- **Task statement**: Would you copy the listing below exactly, keeping the pictures out?
(Input data Opens)
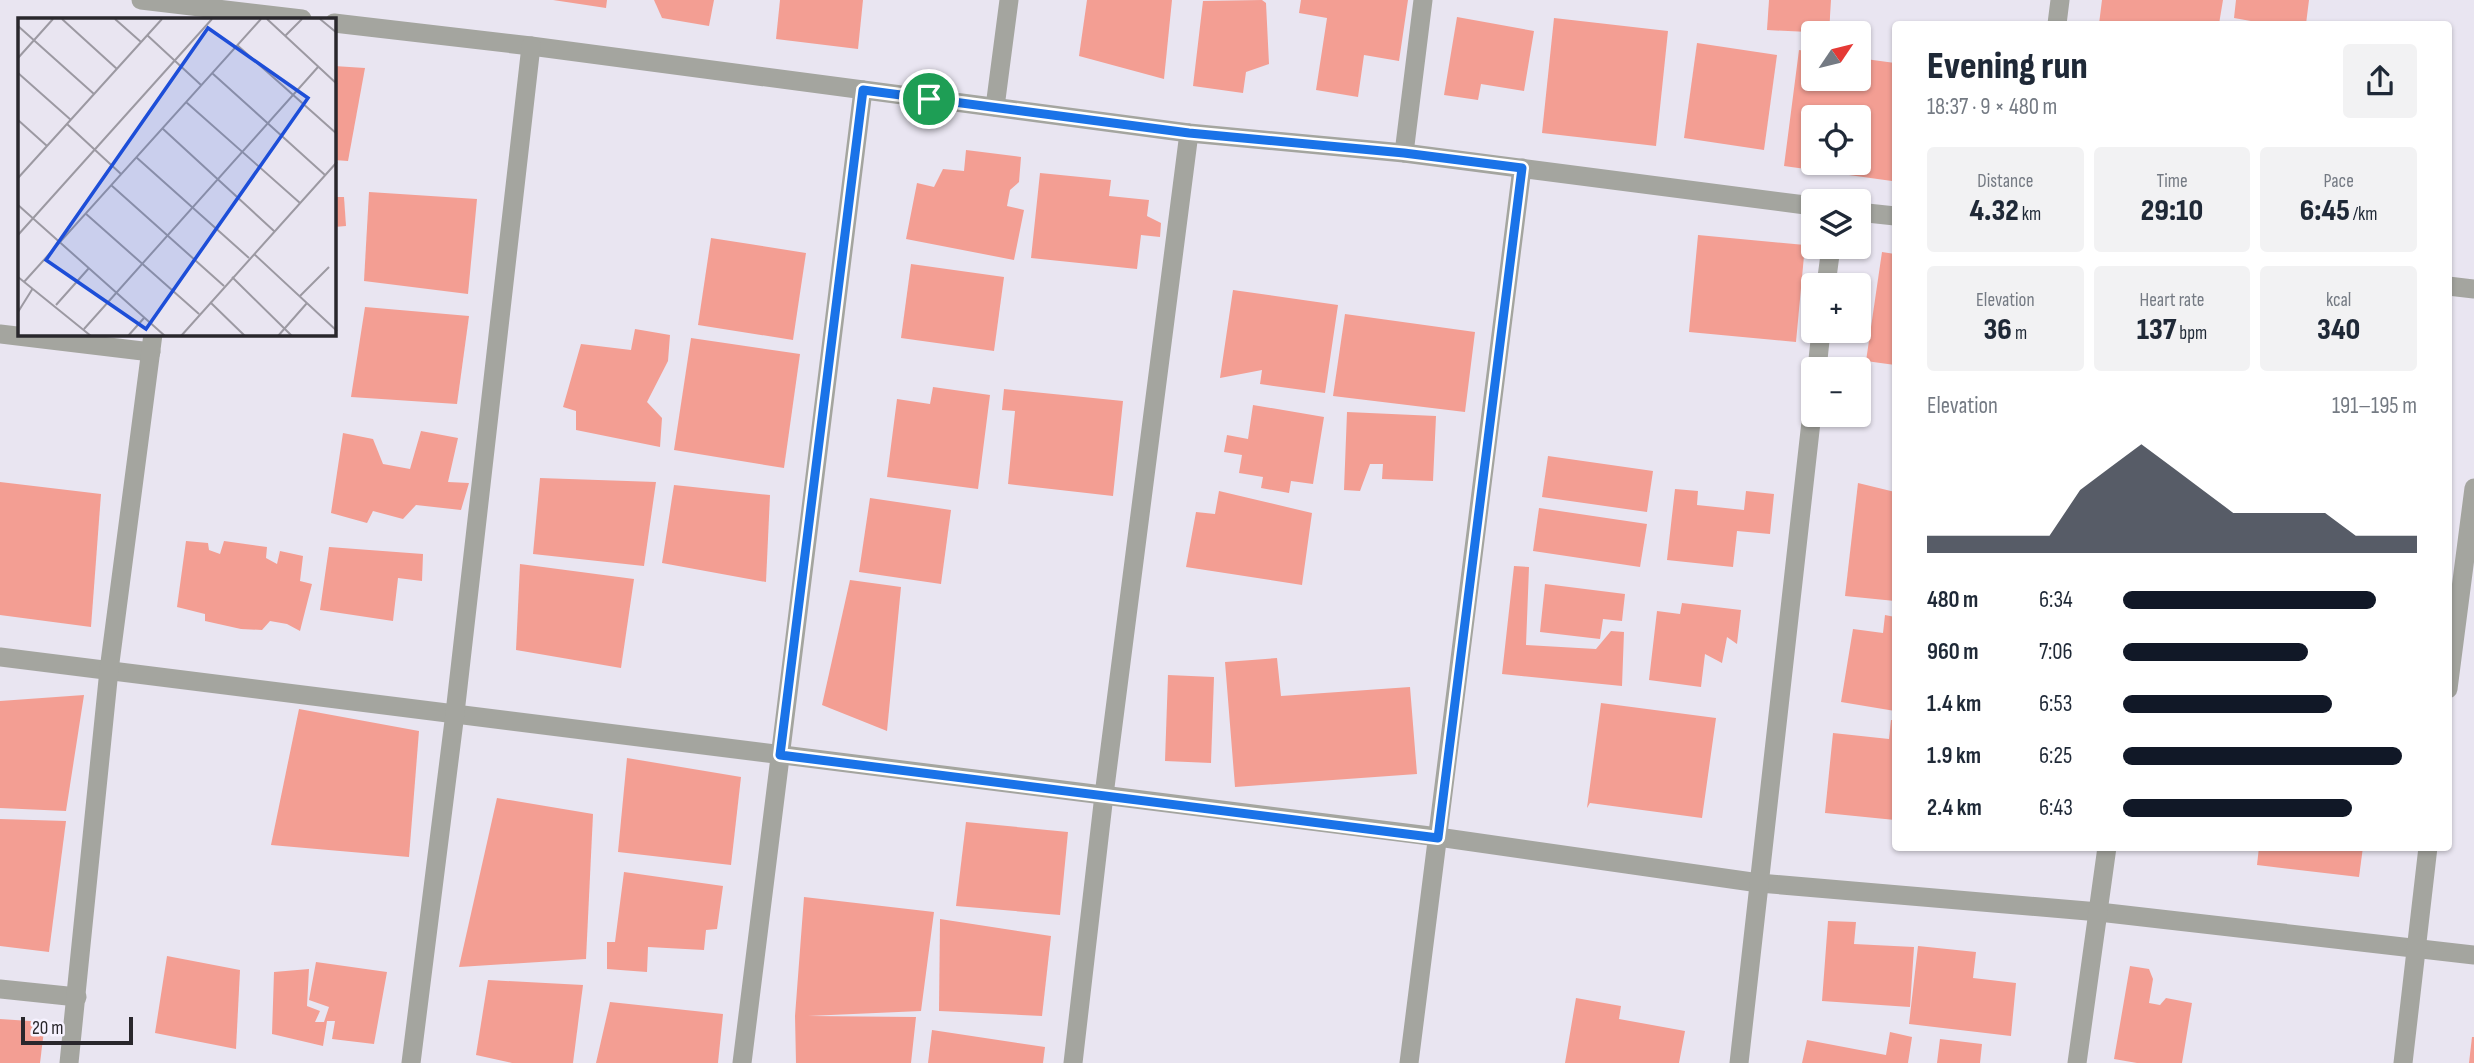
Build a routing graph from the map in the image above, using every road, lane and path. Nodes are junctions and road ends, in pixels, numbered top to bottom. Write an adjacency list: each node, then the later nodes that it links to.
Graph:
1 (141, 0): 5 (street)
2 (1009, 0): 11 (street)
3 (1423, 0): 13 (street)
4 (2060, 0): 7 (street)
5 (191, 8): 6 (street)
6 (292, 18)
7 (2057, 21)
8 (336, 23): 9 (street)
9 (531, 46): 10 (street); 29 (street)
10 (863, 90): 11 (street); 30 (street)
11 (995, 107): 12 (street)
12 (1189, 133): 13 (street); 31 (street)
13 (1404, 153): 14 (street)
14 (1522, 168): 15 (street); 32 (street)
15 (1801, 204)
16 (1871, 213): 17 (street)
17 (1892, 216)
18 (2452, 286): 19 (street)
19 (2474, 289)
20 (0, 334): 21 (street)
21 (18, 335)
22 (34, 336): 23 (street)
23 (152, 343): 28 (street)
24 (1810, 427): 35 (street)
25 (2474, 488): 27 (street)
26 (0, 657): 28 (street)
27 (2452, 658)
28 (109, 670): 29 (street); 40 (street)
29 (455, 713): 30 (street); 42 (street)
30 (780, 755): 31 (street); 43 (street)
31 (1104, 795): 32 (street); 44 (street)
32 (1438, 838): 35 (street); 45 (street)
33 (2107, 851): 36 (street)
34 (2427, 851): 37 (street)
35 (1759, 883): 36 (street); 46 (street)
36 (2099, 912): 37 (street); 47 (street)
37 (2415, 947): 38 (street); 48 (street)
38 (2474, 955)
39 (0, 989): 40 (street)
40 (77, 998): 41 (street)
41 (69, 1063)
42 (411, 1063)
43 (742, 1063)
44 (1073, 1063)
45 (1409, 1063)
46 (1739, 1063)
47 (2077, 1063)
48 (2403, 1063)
(Input data Closes)
- **Response below**:
Build a routing graph from the map in the image above, using every road, lane and path. Nodes are junctions and road ends, in pixels, numbered top to bottom. Write an adjacency list: each node, then the later nodes that it links to.
Graph:
1 (141, 0): 5 (street)
2 (1009, 0): 11 (street)
3 (1423, 0): 13 (street)
4 (2060, 0): 7 (street)
5 (191, 8): 6 (street)
6 (292, 18)
7 (2057, 21)
8 (336, 23): 9 (street)
9 (531, 46): 10 (street); 29 (street)
10 (863, 90): 11 (street); 30 (street)
11 (995, 107): 12 (street)
12 (1189, 133): 13 (street); 31 (street)
13 (1404, 153): 14 (street)
14 (1522, 168): 15 (street); 32 (street)
15 (1801, 204)
16 (1871, 213): 17 (street)
17 (1892, 216)
18 (2452, 286): 19 (street)
19 (2474, 289)
20 (0, 334): 21 (street)
21 (18, 335)
22 (34, 336): 23 (street)
23 (152, 343): 28 (street)
24 (1810, 427): 35 (street)
25 (2474, 488): 27 (street)
26 (0, 657): 28 (street)
27 (2452, 658)
28 (109, 670): 29 (street); 40 (street)
29 (455, 713): 30 (street); 42 (street)
30 (780, 755): 31 (street); 43 (street)
31 (1104, 795): 32 (street); 44 (street)
32 (1438, 838): 35 (street); 45 (street)
33 (2107, 851): 36 (street)
34 (2427, 851): 37 (street)
35 (1759, 883): 36 (street); 46 (street)
36 (2099, 912): 37 (street); 47 (street)
37 (2415, 947): 38 (street); 48 (street)
38 (2474, 955)
39 (0, 989): 40 (street)
40 (77, 998): 41 (street)
41 (69, 1063)
42 (411, 1063)
43 (742, 1063)
44 (1073, 1063)
45 (1409, 1063)
46 (1739, 1063)
47 (2077, 1063)
48 (2403, 1063)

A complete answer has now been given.